But I shall get over it again, especially as I have fairly good news from Utrecht.

But I am still very anxious because I am afraid it will be a long time before she has entirely recovered.

Perhaps it will be a long time before I get over it too. I always regret, Theo, that I am standing on one side of a certain barricade, you on the other, which barricade is not actually visible any more as a structure of paving stones, but which certainly does exist socially, and will continue to do so.

In that lithograph by Daumier or Lemud, whichever it may be, the principal subject is a person whose story I remember.

There were two brothers, and they were standing on the same side, and both were killed one after the other, for the same cause.

That might have occurred in our case, but now I am almost sure it will never happen. I, for my part, know well enough that the future will always remain very difficult for me, and I am almost sure that in the future I shall never be what people call prosperous.
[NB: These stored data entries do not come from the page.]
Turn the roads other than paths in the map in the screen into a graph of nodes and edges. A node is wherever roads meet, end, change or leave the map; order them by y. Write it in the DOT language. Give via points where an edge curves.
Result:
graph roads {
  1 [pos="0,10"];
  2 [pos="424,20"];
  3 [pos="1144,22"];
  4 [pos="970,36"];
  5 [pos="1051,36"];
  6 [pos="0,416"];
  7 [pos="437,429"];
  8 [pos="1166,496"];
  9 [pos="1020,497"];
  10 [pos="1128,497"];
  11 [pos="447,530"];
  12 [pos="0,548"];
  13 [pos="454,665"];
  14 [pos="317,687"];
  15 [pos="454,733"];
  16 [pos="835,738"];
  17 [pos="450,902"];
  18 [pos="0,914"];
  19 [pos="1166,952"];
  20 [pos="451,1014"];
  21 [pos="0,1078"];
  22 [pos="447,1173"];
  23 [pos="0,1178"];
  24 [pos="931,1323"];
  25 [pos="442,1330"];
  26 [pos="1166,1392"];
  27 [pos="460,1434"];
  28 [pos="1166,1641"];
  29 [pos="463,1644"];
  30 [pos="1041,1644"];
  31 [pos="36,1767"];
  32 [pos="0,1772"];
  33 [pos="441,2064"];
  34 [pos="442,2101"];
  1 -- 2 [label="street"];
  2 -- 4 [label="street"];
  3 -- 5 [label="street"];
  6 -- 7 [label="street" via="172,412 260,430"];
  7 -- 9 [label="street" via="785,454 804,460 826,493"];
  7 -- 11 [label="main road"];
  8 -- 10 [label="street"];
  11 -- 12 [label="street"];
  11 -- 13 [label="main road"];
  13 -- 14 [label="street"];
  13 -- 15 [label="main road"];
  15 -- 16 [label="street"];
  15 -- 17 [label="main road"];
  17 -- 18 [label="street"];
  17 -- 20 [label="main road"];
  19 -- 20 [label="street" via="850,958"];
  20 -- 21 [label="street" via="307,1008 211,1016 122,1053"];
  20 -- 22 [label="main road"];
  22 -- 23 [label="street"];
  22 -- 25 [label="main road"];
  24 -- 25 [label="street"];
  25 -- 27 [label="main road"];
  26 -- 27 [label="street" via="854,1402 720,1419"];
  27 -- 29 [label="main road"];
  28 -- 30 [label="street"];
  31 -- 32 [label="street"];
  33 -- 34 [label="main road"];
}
I think that Father also feels it is fatality rather than downright intention when there is sometimes such a decided difference of opinion between us. But I wish that I didn’t hit other people, that Father had not been standing right in front of me at times. Well, sometimes I think that at all events painting can prevent worse things, and that otherwise it would be even worse. For the future, I have no other plans now than to continue my Brabant subjects till I am far enough along to sell them in Belgium, for instance, or elsewhere.

Then, when I have some firm footing, I should like to go back to the miners once again.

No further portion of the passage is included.